IN MEMORIAM: Italian-American soprano Licia Albanese, 1909 – 2014

IN MEMORIAM: Soprano Licia Albanese as Mimì in Giacomo Puccini's LA BOHÈME at Teatro alla Scala, Milano [Photo by M. Camuzzi for Stab. Fot. Crimella, © Teatro alla Scala, Milano]Sì, mi chiamano Mimì: Soprano Licia Albanese as Mimì in Giacomo Puccini’s La bohème [Photo by M. Camuzzi for the firm Stab. Fot. Crimella, © Teatro alla Scala, Milano]

LICIA ALBANESE

22 July 1909 – 15 August 2014

​In March 1938, Beniamino Gigli was probably the world’s most accomplished interpreter of the rôle of Rodolfo in Puccini’s La bohème. This must surely have been the prevailing opinion when the great tenor stepped before a microphone in Milan to record the evergreen score for His Master’s Voice. Which Mimì could possibly partner Gigli at anything close to the level of achievement that was his calling card? That question must also have been in the minds of everyone involved with the recording of La bohème at La Scala in the spring of 1938. Gemma Bosini sang Mimì, the rôle of her professional début in 1909, in the first recording of the opera eight years later: Rosetta Pampanini and and Rosina Torri succumbed on records to the crushing chill of the Bohemians’ garret in 1928. Gigli was not always partnered with distinction before the microphones, but from her first breathless entrance in search of light the Mimì of Licia Albanese glimmers with the unsettling serenity of desperate love. The voice is both fresh and surprisingly mature, and where her Rodolfo leads she follows, not with blind faith but with the conviction of a fading woman whose life has only just begun. To be unchivalrously frank, recent seasons have offered the public a number of Mimìs not worth the trouble of a frantic search in the dark for a missing key. From the poetic wonder of her entrance to the artless sincerity of her death, though, Ms. Albanese’s Mimì was the genuine article, and so she would remain for three decades.

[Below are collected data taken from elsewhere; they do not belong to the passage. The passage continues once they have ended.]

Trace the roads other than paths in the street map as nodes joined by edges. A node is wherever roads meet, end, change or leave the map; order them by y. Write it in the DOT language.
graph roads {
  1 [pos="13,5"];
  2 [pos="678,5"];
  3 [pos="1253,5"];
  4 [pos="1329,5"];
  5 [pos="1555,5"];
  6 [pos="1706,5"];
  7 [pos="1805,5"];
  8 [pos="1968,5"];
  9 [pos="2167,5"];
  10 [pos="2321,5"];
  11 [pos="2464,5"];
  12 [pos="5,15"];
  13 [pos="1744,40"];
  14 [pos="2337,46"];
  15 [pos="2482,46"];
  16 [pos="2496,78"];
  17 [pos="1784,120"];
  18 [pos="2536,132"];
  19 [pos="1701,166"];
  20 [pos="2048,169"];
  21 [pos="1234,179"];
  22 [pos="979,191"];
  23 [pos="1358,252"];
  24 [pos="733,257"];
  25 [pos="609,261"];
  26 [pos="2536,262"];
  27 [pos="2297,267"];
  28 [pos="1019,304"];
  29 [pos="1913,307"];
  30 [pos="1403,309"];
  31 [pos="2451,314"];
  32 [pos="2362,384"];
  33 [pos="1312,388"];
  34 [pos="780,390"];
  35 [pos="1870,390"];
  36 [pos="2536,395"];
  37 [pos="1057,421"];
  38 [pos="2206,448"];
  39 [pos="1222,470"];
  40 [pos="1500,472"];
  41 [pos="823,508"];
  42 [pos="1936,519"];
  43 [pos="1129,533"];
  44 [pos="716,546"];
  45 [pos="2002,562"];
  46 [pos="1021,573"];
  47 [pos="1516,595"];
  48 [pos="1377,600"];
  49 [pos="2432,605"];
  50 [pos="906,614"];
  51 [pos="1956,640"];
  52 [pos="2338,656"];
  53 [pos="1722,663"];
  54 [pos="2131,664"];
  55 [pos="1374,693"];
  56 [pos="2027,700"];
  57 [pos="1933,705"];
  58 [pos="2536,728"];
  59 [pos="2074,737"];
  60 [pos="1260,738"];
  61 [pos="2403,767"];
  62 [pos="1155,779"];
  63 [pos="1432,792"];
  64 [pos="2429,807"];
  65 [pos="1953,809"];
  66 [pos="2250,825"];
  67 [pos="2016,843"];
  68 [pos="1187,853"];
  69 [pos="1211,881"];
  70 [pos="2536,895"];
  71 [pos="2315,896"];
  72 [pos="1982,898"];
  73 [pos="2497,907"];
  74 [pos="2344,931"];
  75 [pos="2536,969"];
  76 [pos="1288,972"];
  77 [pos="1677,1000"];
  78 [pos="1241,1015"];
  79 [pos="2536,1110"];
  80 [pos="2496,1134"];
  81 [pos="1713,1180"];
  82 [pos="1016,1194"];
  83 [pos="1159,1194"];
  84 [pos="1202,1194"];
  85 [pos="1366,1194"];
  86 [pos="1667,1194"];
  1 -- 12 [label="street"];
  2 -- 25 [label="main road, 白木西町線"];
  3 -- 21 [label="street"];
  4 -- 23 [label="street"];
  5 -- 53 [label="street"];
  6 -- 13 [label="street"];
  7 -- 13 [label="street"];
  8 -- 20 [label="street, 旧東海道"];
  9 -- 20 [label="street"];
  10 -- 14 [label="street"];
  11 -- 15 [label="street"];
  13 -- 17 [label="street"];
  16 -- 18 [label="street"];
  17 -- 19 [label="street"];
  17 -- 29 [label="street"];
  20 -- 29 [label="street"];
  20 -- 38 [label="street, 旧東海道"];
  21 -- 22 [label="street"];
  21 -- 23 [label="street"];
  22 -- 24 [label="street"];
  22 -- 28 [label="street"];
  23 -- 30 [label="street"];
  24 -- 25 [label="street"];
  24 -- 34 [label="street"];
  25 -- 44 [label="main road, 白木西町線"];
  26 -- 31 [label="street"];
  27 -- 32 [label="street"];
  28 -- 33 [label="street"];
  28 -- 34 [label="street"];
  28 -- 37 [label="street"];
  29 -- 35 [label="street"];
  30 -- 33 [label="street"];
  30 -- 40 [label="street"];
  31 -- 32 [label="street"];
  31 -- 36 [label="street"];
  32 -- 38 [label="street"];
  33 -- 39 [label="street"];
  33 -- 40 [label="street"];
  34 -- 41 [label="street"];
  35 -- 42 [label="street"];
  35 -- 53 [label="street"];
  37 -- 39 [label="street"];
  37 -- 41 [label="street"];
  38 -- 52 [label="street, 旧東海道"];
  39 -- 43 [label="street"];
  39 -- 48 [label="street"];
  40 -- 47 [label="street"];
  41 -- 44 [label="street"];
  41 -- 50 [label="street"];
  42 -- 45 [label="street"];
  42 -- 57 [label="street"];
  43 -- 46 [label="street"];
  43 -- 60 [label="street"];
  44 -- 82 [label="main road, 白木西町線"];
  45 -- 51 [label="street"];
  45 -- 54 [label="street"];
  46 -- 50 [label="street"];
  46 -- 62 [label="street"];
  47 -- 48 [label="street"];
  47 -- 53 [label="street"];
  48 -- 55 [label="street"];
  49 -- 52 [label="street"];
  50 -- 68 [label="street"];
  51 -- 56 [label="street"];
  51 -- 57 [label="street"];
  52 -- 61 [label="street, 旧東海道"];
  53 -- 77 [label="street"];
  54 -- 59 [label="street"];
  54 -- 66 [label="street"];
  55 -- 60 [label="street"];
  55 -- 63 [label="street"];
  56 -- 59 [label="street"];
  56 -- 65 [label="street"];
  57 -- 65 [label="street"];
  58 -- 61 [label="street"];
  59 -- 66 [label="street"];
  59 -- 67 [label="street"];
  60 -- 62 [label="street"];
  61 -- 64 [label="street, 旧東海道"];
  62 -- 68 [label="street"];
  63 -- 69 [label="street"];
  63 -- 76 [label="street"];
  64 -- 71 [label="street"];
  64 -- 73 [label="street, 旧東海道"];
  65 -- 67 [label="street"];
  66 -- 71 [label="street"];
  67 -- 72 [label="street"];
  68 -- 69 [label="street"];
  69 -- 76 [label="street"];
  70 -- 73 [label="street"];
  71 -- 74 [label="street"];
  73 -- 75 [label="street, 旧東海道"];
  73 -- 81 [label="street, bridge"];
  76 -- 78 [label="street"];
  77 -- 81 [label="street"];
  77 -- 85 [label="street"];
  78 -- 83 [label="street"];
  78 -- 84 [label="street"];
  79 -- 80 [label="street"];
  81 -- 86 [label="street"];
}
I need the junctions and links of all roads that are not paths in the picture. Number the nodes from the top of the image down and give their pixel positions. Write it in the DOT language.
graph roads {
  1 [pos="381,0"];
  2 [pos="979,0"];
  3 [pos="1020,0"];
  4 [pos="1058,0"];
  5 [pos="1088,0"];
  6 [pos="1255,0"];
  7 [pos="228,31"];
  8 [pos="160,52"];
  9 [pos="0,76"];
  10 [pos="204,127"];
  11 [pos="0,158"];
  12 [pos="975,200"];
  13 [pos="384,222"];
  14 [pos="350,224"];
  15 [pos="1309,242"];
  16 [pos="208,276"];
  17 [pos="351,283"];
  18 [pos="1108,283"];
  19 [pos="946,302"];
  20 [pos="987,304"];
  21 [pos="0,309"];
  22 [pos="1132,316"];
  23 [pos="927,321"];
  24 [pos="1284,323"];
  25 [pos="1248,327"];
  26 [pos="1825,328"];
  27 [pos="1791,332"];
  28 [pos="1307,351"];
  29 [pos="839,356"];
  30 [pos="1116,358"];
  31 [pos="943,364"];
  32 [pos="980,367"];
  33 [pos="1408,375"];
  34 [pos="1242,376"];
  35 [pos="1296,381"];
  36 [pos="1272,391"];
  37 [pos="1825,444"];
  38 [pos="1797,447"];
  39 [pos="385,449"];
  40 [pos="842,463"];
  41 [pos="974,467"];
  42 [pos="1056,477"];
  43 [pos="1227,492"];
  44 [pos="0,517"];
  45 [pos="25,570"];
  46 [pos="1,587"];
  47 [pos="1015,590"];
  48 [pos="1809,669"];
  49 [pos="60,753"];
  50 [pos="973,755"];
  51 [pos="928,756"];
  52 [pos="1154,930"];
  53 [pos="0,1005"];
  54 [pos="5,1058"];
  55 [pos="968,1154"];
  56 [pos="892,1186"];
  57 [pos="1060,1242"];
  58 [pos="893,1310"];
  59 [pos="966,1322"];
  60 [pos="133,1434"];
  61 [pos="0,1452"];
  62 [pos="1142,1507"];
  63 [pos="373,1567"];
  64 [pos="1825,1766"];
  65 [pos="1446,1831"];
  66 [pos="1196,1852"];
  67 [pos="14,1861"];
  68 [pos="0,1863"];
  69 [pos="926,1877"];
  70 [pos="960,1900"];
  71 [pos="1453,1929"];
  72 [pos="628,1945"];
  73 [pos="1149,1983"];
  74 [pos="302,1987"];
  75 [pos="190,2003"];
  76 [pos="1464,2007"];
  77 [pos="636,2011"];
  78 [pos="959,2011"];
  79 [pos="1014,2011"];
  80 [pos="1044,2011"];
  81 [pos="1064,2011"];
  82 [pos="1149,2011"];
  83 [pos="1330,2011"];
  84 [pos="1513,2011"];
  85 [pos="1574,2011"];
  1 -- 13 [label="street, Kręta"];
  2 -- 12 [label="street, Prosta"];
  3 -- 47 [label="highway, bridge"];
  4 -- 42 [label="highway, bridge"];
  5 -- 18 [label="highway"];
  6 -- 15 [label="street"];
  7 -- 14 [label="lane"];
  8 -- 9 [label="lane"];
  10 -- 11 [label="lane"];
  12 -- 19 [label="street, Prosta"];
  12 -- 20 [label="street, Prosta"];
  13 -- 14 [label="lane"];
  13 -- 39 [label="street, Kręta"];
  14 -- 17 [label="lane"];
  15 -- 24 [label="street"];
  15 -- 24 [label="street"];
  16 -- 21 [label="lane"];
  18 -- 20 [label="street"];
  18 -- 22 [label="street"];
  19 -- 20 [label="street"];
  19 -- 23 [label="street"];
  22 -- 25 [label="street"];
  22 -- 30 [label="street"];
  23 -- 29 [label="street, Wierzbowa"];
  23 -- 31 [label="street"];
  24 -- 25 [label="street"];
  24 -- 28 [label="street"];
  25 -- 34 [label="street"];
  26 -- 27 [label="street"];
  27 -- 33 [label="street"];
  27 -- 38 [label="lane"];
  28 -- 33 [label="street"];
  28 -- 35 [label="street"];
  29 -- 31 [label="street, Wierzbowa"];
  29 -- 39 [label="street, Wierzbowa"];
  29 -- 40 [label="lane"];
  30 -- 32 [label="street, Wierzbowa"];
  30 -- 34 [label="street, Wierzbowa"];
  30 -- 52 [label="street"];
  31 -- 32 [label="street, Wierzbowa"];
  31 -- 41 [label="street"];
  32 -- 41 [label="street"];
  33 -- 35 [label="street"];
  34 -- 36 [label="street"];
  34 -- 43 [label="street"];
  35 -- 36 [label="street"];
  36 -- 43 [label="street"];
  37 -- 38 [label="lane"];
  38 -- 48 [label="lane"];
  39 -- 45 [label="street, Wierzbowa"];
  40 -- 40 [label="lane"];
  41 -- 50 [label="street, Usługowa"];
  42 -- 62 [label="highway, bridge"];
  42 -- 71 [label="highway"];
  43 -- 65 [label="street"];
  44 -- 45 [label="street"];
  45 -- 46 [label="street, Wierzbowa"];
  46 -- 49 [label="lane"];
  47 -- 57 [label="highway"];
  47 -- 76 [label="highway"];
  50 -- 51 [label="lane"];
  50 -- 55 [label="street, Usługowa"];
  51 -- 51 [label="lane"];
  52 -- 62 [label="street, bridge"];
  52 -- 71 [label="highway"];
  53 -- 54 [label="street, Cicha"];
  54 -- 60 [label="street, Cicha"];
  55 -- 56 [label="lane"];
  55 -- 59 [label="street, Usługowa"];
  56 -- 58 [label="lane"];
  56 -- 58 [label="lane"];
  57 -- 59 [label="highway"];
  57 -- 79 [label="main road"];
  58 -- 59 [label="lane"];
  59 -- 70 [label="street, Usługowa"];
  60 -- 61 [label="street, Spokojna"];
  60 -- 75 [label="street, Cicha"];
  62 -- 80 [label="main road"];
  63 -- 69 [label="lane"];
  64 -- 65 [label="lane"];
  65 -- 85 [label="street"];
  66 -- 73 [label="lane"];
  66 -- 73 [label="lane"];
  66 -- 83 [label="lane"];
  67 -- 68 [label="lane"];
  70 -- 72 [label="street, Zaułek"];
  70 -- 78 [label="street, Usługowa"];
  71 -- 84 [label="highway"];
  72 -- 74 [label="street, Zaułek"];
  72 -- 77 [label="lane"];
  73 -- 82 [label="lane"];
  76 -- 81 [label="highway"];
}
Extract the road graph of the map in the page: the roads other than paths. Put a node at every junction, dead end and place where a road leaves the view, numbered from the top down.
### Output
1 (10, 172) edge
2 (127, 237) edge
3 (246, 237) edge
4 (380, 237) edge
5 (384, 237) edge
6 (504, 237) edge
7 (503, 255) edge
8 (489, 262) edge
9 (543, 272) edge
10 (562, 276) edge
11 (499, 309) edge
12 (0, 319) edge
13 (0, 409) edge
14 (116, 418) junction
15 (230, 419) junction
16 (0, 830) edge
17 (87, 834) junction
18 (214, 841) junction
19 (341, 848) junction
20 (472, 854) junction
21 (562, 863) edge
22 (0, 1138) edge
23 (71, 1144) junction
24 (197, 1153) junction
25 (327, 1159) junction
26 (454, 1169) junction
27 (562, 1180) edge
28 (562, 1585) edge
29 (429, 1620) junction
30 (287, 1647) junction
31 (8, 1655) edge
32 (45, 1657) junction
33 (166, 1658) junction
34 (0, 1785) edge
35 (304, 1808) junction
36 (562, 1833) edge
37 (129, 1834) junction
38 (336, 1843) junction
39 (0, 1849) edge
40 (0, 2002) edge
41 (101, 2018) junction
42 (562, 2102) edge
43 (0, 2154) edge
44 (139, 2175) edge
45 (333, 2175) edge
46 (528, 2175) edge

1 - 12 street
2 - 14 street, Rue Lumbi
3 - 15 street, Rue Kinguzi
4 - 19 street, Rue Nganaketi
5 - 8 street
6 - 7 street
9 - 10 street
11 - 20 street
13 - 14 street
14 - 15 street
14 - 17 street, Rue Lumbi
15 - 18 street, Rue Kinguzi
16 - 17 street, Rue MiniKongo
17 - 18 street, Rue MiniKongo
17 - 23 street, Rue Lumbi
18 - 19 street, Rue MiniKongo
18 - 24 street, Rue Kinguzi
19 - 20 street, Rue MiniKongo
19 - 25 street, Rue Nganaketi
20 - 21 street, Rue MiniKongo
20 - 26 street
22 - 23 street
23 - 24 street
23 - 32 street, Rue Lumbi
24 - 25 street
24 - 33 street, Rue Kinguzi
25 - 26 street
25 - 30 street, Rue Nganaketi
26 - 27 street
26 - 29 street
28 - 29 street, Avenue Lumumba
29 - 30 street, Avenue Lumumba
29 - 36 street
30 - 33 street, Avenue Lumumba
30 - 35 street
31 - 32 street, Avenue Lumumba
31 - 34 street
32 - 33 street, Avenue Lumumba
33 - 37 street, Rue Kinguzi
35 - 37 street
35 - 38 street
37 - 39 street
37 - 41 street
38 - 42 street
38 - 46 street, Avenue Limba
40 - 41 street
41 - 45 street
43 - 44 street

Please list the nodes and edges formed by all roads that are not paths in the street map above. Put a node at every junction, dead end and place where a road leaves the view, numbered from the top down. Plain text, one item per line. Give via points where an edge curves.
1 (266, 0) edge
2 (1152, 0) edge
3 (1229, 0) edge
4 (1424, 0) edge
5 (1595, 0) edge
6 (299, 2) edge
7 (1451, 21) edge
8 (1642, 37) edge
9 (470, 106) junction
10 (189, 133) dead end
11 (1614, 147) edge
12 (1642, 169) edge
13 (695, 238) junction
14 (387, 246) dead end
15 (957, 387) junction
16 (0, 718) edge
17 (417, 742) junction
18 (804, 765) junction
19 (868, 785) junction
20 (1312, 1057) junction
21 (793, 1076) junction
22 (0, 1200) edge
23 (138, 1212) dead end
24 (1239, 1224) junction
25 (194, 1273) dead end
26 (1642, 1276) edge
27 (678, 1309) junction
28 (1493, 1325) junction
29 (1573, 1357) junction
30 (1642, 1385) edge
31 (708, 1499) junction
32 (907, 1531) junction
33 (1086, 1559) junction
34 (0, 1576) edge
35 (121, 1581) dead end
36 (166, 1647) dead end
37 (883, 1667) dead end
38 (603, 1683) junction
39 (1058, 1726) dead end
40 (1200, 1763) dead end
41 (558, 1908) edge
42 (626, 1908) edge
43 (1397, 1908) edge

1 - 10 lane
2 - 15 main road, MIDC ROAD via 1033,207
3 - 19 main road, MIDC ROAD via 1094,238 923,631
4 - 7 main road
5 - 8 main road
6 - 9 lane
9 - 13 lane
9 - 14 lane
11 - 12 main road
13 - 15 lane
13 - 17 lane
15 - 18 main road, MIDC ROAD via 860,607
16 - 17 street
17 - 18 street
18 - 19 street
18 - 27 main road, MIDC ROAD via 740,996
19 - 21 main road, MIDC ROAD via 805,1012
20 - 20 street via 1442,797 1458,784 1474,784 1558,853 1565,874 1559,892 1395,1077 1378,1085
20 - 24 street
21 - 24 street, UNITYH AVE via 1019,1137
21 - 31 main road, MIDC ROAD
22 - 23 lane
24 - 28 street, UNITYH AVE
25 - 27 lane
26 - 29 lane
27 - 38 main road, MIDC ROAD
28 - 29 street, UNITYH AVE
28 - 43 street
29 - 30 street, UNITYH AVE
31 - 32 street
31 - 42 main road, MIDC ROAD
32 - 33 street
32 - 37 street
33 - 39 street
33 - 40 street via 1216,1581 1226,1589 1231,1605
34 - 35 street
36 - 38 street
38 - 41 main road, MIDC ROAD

Born in Bari in the Apulia region of Italy in 1909 [some sources suggest 1913 and other dates, but her 1941 petition for American naturalization shows 1909 as the year of her birth], Ms. Albanese made her formal début either as Mimì in 1934 or as Cio-Cio-San in Madama Butterfly in 1935: whichever rôle introduced her to the public, it was one that would become a signature part, and it was an introduction that heralded the arrival of a Puccini soprano for the ages. Ms. Albanese’s début at the Metropolitan Opera as Cio-Cio-San in 1940 was virtually a second birth: becoming an American citizen five years thereafter, she was a beloved presence at the Metropolitan in New York and in San Francisco, where she débuted in 1941 as Cio-Cio-San. The esteemed critic Olin Downes wrote in the New York Times of her inaugural Butterfly at the MET that ‘there [were] a real simplicity and contagious emotion in it, and everything was so thoughtfully proportioned that climaxes had never to be forced or passion torn to tatters to make it carry across the footlights.’ Her career at the MET extended to a surprising array of parts: aside from her familiar Puccini portrayals, among which her Liù in Turandot opposite the Turandots of Birgit Nilsson, Mary Curtis-Verna, and Gladys Kuchta and the Calàfs of Franco Corelli, Flaviano Labò, Richard Tucker, and Sándor Kónya remains unforgettable, her repertoire at the MET included Micaëla in Bizet’s Carmen, Cilèa’s Adriana Lecouvreur, Susanna and the Contessa in Mozart’s Le nozze di Figaro, Nedda in Leoncavallo’s Pagliacci, Marguerite in Gounod’s Faust, Massenet’s Manon, and Verdi’s Violetta, Desdemona, and Nannetta. The restraint of her Mimì and Cio-Cio-San contrasted sharply with the abandon of her Nedda, who loved Silvio as passionately as she both hated and pitied Canio. In San Francisco, she also sang Zerlina and Donna Anna in Mozart’s Don Giovanni, Norina in Donizetti’s Don Pasquale, Lady Harriet in Flotow’s Martha, Antonia in Offenbach’s Les contes d’Hoffmann, Concepción in Ravel’s L’heure espagnole, Maddalena in Giordano’s Andréa Chenier, and the soprano part in Verdi’s Messa da Requiem, in addition to a Puccini heroine that she never sang at the MET, Suor Angelica. Remembered as one of the Twentieth Century’s finest proponents of verismo, Ms. Albanese generally does not receive the recognition that she deserves for the incredible versatility of her artistry.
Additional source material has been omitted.